Fehlt nicht an Phantasie oder dem Willen zum Sparen
Um es noch mal deutlich zu sagen:
Es fehlt weder der CDU-Fraktion noch dem Stadtrat an Phantasie und Kreativität oder dem Willen zum Sparen.
Allerdings sind die weitaus meisten Positionen unseres Haushaltes eben nicht „hausgemacht“. Der absolut größte Kostenblock ist der Sozialbereich, bei dem uns alleine rund 90 Mio. Euro fehlen, die nicht durch die Auftraggeber in Bund und Land bezahlt werden. Und demgegenüber hat die ADD die sog. „freiwilligen Leistungen“ auf rund 23 Mio. Euro begrenzt. Da liegt das Problem.
Trotz des aufgerufenen Fehlbetrages gehen wir daher davon aus, dass die ADD unsere Bemühungen anerkennt und die schwierigen Rahmenbedingungen wertet. Gleichzeitig, dass gerade auch wegen dieser Situation eine weitere Erhöhung von Steuern ausgeschlossen ist.

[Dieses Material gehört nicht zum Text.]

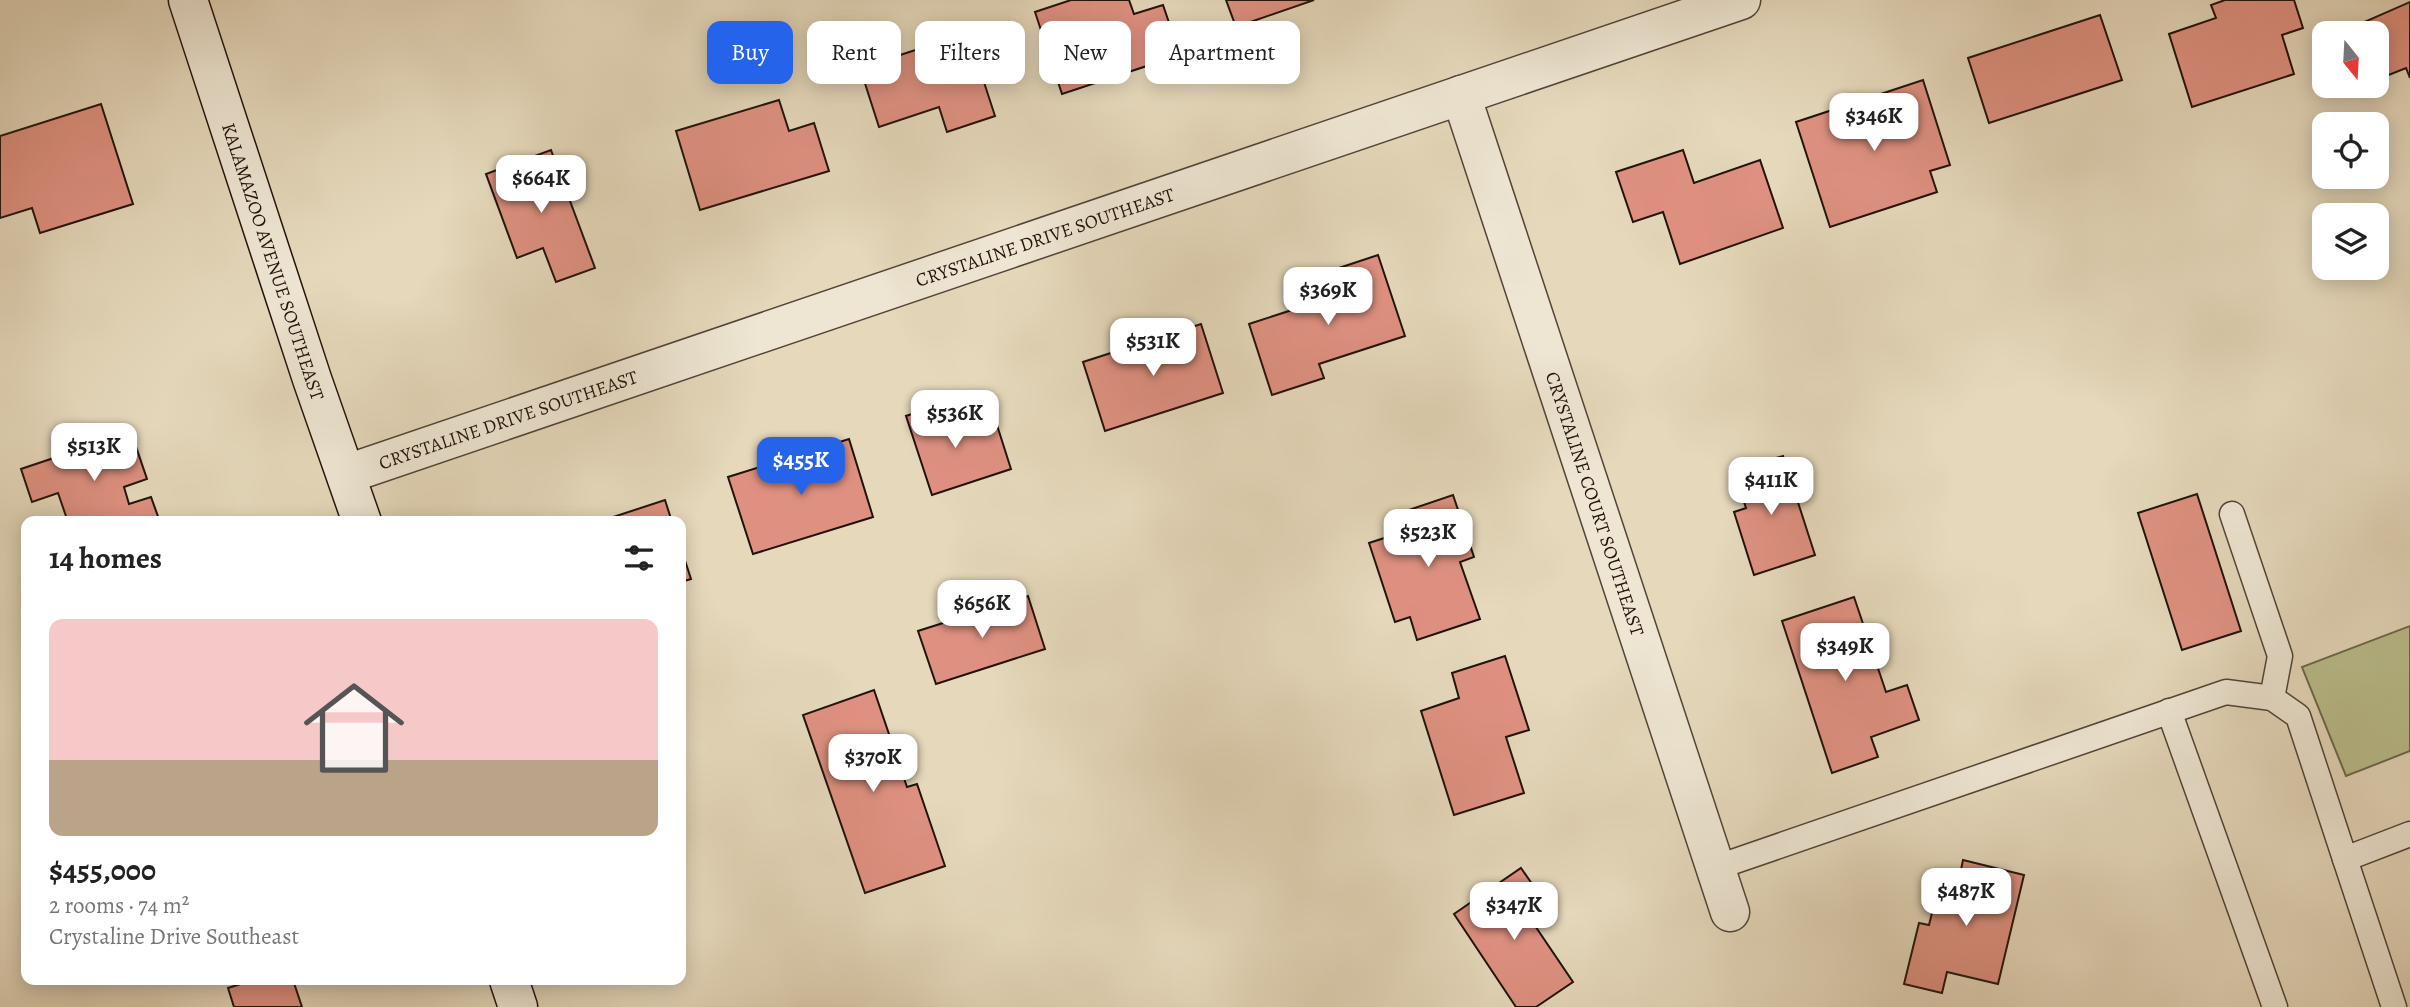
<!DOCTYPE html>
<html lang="en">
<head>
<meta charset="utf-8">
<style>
	:root { --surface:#fff; --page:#f6f6f6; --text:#222; --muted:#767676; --accent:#2563eb }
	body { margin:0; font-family:Alegreya,serif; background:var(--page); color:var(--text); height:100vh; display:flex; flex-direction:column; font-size:26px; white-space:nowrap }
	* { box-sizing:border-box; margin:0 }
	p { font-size:23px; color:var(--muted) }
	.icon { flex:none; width:38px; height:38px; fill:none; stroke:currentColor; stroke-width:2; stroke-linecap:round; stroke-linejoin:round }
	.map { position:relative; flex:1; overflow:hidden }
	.side { position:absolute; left:21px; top:516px; width:665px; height:469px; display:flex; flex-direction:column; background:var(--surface); border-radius:14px; box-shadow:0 4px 18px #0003 }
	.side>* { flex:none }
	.top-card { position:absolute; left:707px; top:21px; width:665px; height:63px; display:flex; gap:14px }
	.needle { width:46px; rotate:162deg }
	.buttons { position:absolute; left:2312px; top:21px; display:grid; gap:14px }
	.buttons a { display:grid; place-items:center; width:77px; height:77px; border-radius:14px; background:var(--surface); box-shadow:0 4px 18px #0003; font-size:35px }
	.price { position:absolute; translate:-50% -60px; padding:0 16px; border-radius:14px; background:#fff; color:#222; font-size:23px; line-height:46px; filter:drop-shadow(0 2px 4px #0008) }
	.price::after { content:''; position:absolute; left:50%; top:42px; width:21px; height:16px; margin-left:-10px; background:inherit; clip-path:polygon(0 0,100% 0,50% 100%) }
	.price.selected { background:var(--accent); color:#fff }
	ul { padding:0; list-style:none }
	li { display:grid; align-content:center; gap:14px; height:371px; padding:0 28px }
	li span { display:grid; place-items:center; height:217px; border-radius:14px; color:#555 }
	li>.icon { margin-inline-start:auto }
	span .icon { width:126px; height:126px; fill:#fffc; stroke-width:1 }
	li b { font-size:30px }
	h2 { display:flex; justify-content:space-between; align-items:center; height:84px; padding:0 28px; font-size:30px }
	.tag { padding:0 24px; border-radius:14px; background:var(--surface); box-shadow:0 4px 18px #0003; font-size:24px; line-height:63px }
	.tag.selected { background:var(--accent); color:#fff }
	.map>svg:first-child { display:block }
	.green { fill:#babd8c; stroke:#6e684c; stroke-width:2 }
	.building { fill:#df9181; stroke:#21120b; stroke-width:2 }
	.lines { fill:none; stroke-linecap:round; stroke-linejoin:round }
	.lane-casing { stroke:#524437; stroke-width:27 }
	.street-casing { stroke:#524437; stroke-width:41 }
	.secondary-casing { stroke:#21120b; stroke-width:41 }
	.lane { stroke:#eee6d3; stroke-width:24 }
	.street { stroke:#eee6d3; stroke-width:38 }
	.secondary { stroke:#eee6d3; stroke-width:38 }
	.labels { text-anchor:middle; stroke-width:7; stroke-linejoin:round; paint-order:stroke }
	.street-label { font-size:19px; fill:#21120b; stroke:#eee6d3 }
</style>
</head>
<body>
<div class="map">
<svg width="2410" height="1007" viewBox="0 0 2410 1007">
	<rect width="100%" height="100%" fill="#e5d8bb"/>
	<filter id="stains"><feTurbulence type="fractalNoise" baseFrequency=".00286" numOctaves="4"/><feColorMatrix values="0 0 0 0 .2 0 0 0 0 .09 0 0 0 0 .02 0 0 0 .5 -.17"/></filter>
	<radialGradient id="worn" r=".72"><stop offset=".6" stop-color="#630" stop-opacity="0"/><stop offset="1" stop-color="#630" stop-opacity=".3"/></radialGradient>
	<path class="green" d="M 2410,626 L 2410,751 L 2346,776 L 2302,667 Z"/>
	<g class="building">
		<path d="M 1071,0 L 1129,0 L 1134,14 L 1163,5 L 1180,55 L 1062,94 L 1035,12 Z"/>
		<path d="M 1226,0 L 1314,0 L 1236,27 Z"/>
		<path d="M 2225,0 L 2294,0 L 2303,28 L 2282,35 L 2294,74 L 2192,107 L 2169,34 L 2216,18 L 2211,5 Z"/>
		<path d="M 2410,2 L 2410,78 L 2406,68 L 2376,80 L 2376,33 L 2347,33 L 2346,30 Z"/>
		<path d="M 2100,15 L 2122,80 L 1989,123 L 1968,58 Z"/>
		<path d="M 968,33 L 995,116 L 947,132 L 939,107 L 879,127 L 860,68 Z"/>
		<path d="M 1923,80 L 1950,165 L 1930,171 L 1937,192 L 1830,227 L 1796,122 Z"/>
		<path d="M 779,100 L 789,131 L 814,123 L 829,171 L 700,210 L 676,131 Z"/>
		<path d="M 101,104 L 133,204 L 40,233 L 32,208 L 0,218 L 0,136 Z"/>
		<path d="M 551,150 L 595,268 L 556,282 L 543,248 L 517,258 L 486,174 Z"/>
		<path d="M 1683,150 L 1694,183 L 1760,160 L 1783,228 L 1680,264 L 1663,212 L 1633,222 L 1616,172 Z"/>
		<path d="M 1378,255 L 1405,336 L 1319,364 L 1324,378 L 1272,395 L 1249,324 L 1338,295 L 1330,271 Z"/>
		<path d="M 1201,324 L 1223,393 L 1105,431 L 1083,362 Z"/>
		<path d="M 948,402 L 958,434 L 996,422 L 1011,469 L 932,495 L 906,416 Z"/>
		<path d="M 131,432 L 147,479 L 124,487 L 129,504 L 151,497 L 160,522 L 68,522 L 58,493 L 32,502 L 21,469 Z"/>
		<path d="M 849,439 L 873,517 L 753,554 L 728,477 Z"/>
		<path d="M 1783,456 L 1815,555 L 1754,575 L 1734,512 L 1746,508 L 1734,471 Z"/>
		<path d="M 2197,494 L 2241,631 L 2182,650 L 2138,513 Z"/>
		<path d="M 1453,495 L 1474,557 L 1460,562 L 1480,619 L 1417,640 L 1410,617 L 1395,622 L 1369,543 L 1406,531 L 1400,513 Z"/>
		<path d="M 665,500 L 672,522 L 598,522 Z"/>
		<path d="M 681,548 L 691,579 L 681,582 Z"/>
		<path d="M 1028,596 L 1045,649 L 936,684 L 918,631 Z"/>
		<path d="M 1854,597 L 1886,692 L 1907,685 L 1919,720 L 1871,737 L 1878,757 L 1832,773 L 1782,621 Z"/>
		<path d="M 1505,656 L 1529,730 L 1506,737 L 1524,793 L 1454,815 L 1421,711 L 1459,698 L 1452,673 Z"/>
		<path d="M 874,690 L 907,787 L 917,784 L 945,866 L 865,893 L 803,715 Z"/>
		<path d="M 1963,860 L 2024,875 L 1998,984 L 1947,972 L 1942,993 L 1904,984 L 1919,923 L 1929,925 L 1940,880 L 1958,884 Z"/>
		<path d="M 1521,868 L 1541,897 L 1523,908 L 1573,982 L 1536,1007 L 1516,1007 L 1454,914 Z"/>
		<path d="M 253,980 L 293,980 L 302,1007 L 234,1007 L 228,988 Z"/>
	</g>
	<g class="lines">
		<g class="lane-casing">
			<g id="lane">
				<path d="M 2232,514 L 2280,656 L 2272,698"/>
				<path d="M 2169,711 L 2275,1007"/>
				<path d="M 2345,859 L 2394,1007"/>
				<path d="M 1715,868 L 2226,692 L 2272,698 L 2298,716 L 2345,859 L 2410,834"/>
			</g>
		</g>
		<g class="street-casing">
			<g id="street">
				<path id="s1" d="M 1461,95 L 1730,912"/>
				<path id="s2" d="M 347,474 L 1741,0"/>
			</g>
		</g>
		<g class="secondary-casing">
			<g id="secondary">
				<path id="s3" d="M 188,0 L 312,379 L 362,522"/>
				<path d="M 509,980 L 518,1007"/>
			</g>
		</g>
		<use href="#lane" class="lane"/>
		<use href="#street" class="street"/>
		<use href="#secondary" class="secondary"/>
	</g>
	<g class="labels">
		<g class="street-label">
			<text dy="7" stroke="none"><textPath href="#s2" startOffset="737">CRYSTALINE DRIVE SOUTHEAST</textPath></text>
			<text dy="7" stroke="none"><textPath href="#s3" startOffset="275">KALAMAZOO AVENUE SOUTHEAST</textPath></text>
			<text dy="7" stroke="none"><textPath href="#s2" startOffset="170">CRYSTALINE DRIVE SOUTHEAST</textPath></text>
			<text dy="7" stroke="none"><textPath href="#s1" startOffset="430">CRYSTALINE COURT SOUTHEAST</textPath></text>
		</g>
	</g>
	<rect width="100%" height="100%" filter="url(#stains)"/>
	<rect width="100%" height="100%" fill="url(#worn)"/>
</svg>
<div class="buttons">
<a><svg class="needle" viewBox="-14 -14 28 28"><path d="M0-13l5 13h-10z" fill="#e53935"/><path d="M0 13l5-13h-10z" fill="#767676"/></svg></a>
<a><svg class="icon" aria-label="locate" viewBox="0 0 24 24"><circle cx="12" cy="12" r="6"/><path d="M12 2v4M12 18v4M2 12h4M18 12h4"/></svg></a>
<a><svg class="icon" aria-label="layers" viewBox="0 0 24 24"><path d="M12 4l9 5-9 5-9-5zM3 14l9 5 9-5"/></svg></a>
</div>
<b class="price" style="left:1874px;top:153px">$346K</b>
<b class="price" style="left:541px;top:215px">$664K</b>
<b class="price" style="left:1328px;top:327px">$369K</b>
<b class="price" style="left:1153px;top:378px">$531K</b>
<b class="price" style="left:955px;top:450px">$536K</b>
<b class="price" style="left:94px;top:483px">$513K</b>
<b class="price selected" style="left:801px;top:497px">$455K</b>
<b class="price" style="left:1771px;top:517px">$411K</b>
<b class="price" style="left:1428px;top:569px">$523K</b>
<b class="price" style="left:982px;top:640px">$656K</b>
<b class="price" style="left:1845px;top:683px">$349K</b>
<b class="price" style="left:873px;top:794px">$370K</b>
<b class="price" style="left:1966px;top:928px">$487K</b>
<b class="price" style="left:1514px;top:942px">$347K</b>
<div class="top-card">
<a class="tag selected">Buy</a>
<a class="tag">Rent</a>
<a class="tag">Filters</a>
<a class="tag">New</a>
<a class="tag">Apartment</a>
</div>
<section class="side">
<h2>14 homes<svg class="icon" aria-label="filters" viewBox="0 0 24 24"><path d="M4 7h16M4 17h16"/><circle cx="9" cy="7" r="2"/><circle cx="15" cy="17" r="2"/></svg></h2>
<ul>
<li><span style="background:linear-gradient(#f6c9c9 65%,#b9a48a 0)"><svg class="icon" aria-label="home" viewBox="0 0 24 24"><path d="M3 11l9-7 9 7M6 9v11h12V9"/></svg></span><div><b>$455,000</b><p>2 rooms · 74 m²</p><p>Crystaline Drive Southeast</p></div></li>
</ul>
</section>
</div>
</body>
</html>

Bleibt mir am Schluss dem Stadtvorstand, und insbesondere auch unseren Mitarbeiterinnen und Mitarbeitern unserer Stadt für die in diesem Jahr geleistete hervorragende Arbeit zu danken. Mir scheint, dass es gelungen ist, in den wichtigen Fragen einen Konsens auch zwischen Rat und Verwaltung herzustellen, der trägt. Aufgrund der unterschiedlichen Herangehensweisen kann es auch mal knirschen, solange die Diskussion geführt, wird, um ein gutes Ergebnis zu erreichen.